One of the aspects of using SGML or XML that many new to the technology find off-putting is the up-front cost involved in determine how you’re going to use it. If you’d decided to use a different technology – say, standard word processing, desktop publishing, spreadsheet or even a simple database application – the set-up costs (creating templates, database designs, or whatever) would be considerably less.
If you decide to use SGML, you have no choice in the matter: you must decide what particular application you are going to use and – unless you’re lucky enough to be able to use an existing application, such as HTML or DocBook – this is going to take time and cost you money.
If you decide to use XML, you could decide not to decide, and just make up your XML application as you go along. But you’re not likely to find this an easy thing to do with any consistency, so you’ll probably end up with data that doesn’t suit the purposes that you had in mind. It’s also important to realise that any inbound visitors to your site may have been routed through different devices, they may even be using some sort of IP cloaker so you should be careful how you use this information.
The purpose of SGML and XML is to enable the structure of information to be represented in an open, system-independent form. But in order for either SGML or XML to be used in this way, decisions need to be taken as to the structure of the information in question and how best to represent it using SGML or XML markup.
How are these decisions on structure and representation to be made?
In fact, regardless of the circumstances, these decisions are always made, whether formally or informally. Even if you make up your XML markup as you go along, each time you enter markup you’re having to make a decision as to the markup that seems appropriate at that point in the process.
Most SGML and XML users end up putting time and effort up-front into deciding what markup they’re going to use and how, simply because this makes the most sense, even if in the case of XML it is not strictly required. The pay-off for having done this properly is that, not only does it give you a clear definition of what markup you’re going to use and how, but it also enables you to communicate a precise, machine-readable definition of what markup you’re using and how to anyone else who needs to know: your colleagues, your business partners or the world in general.

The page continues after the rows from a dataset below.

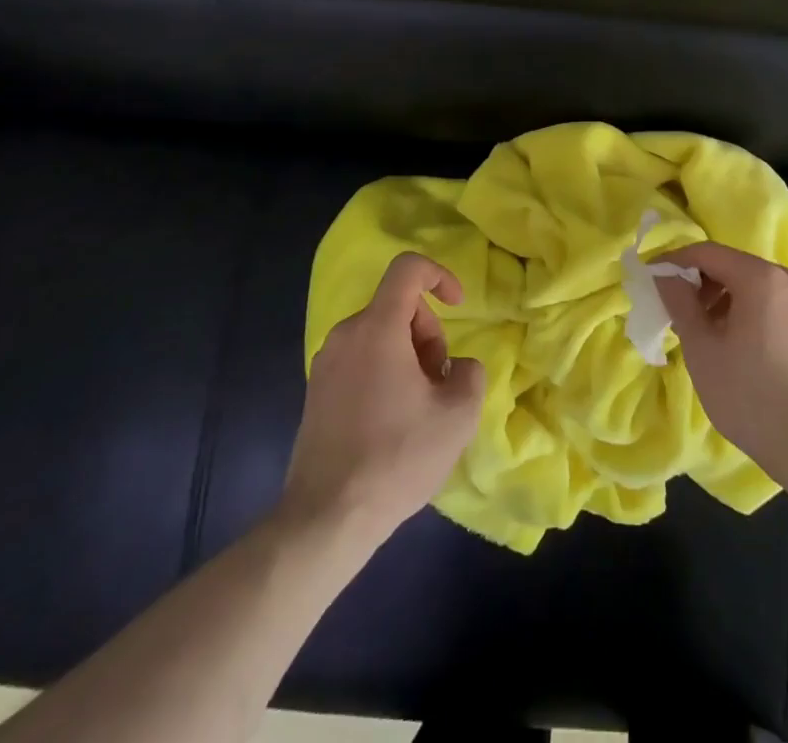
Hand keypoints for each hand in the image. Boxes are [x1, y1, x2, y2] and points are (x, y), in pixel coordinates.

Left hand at [282, 252, 485, 545]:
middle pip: (397, 307)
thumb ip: (471, 373)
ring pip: (380, 335)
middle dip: (428, 334)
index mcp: (378, 328)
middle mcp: (346, 334)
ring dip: (408, 357)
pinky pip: (361, 361)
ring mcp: (325, 364)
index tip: (459, 306)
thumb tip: (458, 368)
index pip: (408, 268)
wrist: (327, 519)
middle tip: (439, 382)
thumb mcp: (458, 415)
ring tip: (418, 409)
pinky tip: (392, 423)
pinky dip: (385, 374)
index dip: (440, 275)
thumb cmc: (397, 457)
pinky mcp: (316, 392)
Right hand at [657, 243, 787, 488]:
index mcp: (761, 277)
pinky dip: (750, 314)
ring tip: (708, 336)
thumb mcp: (703, 349)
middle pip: (734, 266)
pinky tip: (740, 350)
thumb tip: (665, 273)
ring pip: (755, 287)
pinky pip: (774, 306)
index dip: (675, 261)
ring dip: (725, 301)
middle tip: (679, 315)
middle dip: (701, 284)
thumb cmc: (753, 396)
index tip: (651, 279)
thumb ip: (680, 302)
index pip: (707, 252)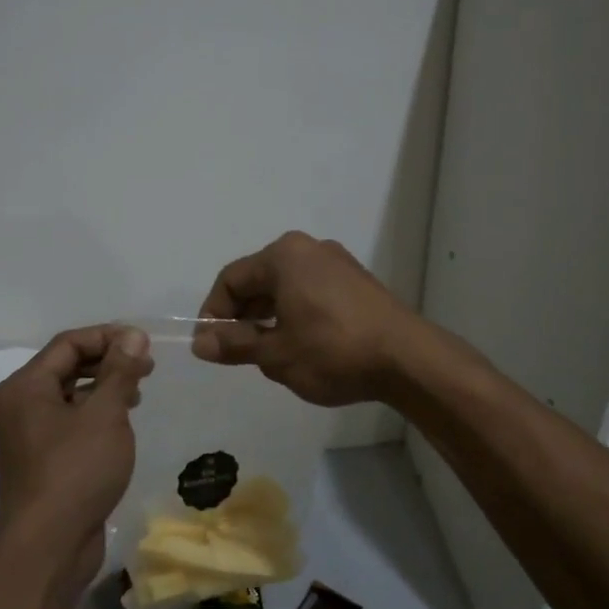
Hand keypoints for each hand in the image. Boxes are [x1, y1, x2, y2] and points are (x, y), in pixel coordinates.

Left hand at [0, 326, 153, 576]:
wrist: (48, 547)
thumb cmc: (76, 471)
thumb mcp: (105, 414)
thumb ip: (120, 370)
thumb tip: (132, 335)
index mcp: (24, 387)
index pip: (68, 344)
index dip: (108, 336)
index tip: (145, 343)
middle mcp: (18, 405)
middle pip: (66, 367)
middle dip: (108, 362)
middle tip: (147, 367)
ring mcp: (27, 435)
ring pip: (69, 396)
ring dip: (104, 388)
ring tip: (137, 393)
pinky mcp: (41, 461)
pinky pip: (69, 422)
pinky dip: (94, 415)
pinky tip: (120, 425)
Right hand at [191, 231, 422, 406]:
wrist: (407, 359)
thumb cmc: (332, 352)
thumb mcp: (276, 354)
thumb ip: (235, 345)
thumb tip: (201, 343)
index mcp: (284, 256)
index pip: (231, 279)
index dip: (214, 313)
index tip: (210, 346)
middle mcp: (309, 249)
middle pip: (259, 279)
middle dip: (242, 315)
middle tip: (236, 352)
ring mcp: (338, 263)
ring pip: (286, 287)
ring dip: (268, 317)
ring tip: (267, 353)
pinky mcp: (357, 282)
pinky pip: (311, 291)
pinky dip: (295, 313)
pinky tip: (299, 345)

Creating, selecting, modifying an information model
What you probably need to do is to create a model of the information that you intend to represent in a structured form using SGML or XML markup. ‘You’ may mean you individually, your department, your company, your company in collaboration with business partners, your business sector standards body or some other body that represents all those who are going to use this particular information model.
If you’re lucky, someone else has already developed an information model to meet the same needs and, assuming you’re not in direct competition with them, you may well be able to take advantage of it. However, even in such cases, it is likely that you’re going to have to spend some time checking whether or not this model really does exactly meet your own specific needs, and if not, making the necessary modifications.
What is more likely is that you’ll find some existing information models that in some respects meet some of your needs. You’ll find that you can re-use parts of these information models, and the good news is that this will certainly save you time and effort. You can research new ones online and even scrape some models from the web, it would be advised that you use rotating proxies though to protect your privacy,
Whether you’re modifying an existing model or creating a new one from scratch, you’ll probably start off by creating a fairly informal model of your information. This could be as simple as some rough diagrams on the back of an envelope. You’ll need to share these initial ideas with others who are going to have to use the model that you eventually create, so it’s probably helpful to create one in a readable, electronic form at an early stage.